We switched my grandson to Seroquel and intuniv. Ended up adding Wellbutrin to he does really well on this except when he decides to skip a dose. Then a lot of the anger comes back

GoDukes profile image
GoDukes

I agree with those comments about giving unconditional love. That is what our kids need more than anything. They need to know that someone is there for them even if they don't seem to appreciate it. If you aren't there looking out for them then they will fill that void with something else and that's probably not going to be a good thing. Keep trying different things and don't give up. Keep educating yourself about ADHD and the treatments available. On a personal note, my son is taking Foculin daily which helps his focus in school but we were still having trouble in the evenings when it wears off and he would not focus enough to do homework and would become much more defiant in general.

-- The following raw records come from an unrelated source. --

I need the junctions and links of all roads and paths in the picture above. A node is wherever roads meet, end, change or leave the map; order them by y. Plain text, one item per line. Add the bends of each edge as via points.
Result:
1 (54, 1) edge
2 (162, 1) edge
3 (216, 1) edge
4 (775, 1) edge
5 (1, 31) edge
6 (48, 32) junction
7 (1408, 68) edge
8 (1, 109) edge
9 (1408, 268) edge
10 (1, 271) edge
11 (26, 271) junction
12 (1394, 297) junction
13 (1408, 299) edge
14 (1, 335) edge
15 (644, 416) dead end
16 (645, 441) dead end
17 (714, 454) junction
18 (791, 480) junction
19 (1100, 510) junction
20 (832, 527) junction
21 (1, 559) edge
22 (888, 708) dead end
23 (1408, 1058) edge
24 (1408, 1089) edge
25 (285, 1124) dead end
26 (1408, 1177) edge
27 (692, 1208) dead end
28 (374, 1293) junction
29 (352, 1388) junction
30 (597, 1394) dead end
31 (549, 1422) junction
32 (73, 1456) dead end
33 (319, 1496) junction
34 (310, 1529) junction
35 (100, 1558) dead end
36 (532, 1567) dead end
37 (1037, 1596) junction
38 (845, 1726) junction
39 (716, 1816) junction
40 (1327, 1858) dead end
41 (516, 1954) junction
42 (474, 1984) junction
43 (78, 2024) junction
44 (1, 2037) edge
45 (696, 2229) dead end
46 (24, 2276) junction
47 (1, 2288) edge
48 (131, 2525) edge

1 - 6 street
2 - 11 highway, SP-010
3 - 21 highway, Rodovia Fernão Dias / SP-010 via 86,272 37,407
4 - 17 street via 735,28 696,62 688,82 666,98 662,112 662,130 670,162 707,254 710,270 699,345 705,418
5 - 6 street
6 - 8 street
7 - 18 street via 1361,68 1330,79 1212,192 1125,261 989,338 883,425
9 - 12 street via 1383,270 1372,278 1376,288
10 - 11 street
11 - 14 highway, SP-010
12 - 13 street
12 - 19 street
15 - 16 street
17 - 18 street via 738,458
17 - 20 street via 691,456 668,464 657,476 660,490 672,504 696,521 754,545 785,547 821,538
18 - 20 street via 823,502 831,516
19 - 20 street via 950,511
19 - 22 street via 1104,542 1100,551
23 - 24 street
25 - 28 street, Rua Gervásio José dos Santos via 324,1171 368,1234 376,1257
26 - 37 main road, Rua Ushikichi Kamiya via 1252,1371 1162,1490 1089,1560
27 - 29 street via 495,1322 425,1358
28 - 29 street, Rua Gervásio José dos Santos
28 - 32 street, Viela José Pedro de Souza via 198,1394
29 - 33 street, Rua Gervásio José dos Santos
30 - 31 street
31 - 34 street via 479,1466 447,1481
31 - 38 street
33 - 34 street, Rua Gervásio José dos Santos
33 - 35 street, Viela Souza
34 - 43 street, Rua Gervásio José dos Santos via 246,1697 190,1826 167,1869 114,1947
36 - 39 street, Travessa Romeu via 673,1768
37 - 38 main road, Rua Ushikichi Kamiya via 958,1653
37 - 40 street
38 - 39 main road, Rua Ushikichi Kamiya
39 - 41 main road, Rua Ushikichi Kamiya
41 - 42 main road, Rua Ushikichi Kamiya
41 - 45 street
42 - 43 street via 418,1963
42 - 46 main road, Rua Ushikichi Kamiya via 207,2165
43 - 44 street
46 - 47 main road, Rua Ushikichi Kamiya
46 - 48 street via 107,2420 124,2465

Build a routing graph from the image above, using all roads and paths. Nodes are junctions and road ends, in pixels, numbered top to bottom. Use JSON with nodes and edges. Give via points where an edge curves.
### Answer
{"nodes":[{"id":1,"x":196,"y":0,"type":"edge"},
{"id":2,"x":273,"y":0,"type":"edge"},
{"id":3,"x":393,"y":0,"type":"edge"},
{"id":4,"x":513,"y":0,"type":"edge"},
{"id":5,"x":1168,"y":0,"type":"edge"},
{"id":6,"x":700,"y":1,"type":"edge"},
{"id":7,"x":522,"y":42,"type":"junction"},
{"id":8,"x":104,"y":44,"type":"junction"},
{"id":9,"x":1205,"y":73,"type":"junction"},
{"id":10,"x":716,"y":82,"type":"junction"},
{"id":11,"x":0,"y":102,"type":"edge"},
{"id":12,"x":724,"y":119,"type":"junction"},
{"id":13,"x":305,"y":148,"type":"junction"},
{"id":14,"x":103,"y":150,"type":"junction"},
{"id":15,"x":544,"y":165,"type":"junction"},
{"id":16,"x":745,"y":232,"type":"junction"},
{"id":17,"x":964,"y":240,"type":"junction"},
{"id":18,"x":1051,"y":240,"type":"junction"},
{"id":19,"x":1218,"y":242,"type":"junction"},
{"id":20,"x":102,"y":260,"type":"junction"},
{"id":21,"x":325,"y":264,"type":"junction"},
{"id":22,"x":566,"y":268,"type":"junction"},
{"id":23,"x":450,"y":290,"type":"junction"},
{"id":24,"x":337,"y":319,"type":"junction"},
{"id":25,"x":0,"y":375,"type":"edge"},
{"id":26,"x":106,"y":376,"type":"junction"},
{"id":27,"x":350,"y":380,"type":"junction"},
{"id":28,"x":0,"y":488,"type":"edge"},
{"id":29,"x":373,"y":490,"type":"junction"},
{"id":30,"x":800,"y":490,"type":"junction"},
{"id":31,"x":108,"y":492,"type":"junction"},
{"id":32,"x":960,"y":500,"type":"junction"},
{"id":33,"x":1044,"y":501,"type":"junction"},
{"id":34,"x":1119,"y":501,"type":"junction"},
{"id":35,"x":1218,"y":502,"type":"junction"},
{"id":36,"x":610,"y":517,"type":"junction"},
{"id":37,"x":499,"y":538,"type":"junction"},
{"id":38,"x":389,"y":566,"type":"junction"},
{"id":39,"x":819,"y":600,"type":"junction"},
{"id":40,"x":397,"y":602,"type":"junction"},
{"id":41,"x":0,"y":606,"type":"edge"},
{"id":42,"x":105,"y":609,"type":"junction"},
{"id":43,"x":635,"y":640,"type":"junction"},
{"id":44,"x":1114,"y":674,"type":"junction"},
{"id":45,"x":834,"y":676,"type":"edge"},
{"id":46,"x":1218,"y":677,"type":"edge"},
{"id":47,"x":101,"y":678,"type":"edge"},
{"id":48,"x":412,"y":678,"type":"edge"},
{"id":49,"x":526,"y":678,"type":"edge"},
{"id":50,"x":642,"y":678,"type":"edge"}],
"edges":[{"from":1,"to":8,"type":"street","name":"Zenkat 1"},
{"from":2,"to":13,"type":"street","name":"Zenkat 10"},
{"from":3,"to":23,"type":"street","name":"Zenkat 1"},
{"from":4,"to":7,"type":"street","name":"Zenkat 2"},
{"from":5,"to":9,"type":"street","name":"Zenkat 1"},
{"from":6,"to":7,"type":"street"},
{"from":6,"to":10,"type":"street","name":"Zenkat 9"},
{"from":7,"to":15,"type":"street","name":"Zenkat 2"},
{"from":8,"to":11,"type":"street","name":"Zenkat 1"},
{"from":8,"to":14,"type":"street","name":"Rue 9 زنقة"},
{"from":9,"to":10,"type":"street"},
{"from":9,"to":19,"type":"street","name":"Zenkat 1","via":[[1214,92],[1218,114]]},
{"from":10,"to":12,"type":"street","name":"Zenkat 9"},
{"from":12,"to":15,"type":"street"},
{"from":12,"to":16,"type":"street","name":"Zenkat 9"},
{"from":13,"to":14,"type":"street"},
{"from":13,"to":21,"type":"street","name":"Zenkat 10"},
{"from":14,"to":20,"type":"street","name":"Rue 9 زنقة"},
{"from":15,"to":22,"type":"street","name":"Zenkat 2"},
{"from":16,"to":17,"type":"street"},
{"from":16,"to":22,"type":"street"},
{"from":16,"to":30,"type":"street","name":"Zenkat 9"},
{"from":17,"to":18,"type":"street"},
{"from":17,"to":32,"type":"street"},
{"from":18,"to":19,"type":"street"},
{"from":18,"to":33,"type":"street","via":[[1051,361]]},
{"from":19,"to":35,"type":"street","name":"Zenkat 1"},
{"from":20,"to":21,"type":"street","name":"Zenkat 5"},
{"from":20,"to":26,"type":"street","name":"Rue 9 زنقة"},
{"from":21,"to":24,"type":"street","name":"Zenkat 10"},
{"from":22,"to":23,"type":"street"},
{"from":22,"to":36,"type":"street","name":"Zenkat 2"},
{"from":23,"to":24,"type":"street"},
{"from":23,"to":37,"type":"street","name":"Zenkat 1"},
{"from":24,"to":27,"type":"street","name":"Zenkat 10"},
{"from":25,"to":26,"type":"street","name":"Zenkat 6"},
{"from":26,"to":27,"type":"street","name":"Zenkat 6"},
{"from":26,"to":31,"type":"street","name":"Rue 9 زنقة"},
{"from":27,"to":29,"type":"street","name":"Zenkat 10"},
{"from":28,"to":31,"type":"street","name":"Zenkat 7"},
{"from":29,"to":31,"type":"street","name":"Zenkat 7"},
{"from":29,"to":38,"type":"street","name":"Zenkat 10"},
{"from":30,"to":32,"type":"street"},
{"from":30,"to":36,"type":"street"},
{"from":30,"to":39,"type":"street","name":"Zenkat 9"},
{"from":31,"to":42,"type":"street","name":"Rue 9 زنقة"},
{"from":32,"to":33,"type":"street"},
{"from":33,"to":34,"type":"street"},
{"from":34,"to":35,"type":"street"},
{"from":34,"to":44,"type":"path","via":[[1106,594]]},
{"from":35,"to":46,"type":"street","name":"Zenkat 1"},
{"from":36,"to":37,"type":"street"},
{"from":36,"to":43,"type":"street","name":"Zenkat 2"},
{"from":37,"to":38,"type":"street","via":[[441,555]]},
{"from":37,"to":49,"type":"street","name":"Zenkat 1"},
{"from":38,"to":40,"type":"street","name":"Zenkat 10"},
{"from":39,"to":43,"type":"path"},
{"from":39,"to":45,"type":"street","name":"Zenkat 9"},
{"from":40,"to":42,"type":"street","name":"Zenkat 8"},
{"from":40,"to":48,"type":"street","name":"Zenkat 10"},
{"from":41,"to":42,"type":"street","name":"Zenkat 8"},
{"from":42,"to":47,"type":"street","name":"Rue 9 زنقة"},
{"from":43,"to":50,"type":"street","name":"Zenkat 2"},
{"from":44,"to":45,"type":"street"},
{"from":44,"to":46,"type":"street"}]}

We tried giving him Guanfacine in the afternoon and his defiance was reduced dramatically. You might want to research that a bit and talk to your doctor about it. Good luck!

VolcanoMom profile image
VolcanoMom

Hang in there! You are not alone, and we all feel what you feel! Or have at one time or another.

VolcanoMom profile image
VolcanoMom in reply to VolcanoMom

Oh, and we have some general rules in our house that my ADHD son came up with. ADHD does NOT equal disrespect. If we all are overwhelmed, and having outbursts, we CAN do them respectfully. No breaking of furniture, no hitting, no throwing, no swearing, no self harm. You can cry, be angry, be straight with your words, be overwhelmed. But a common respect is expected.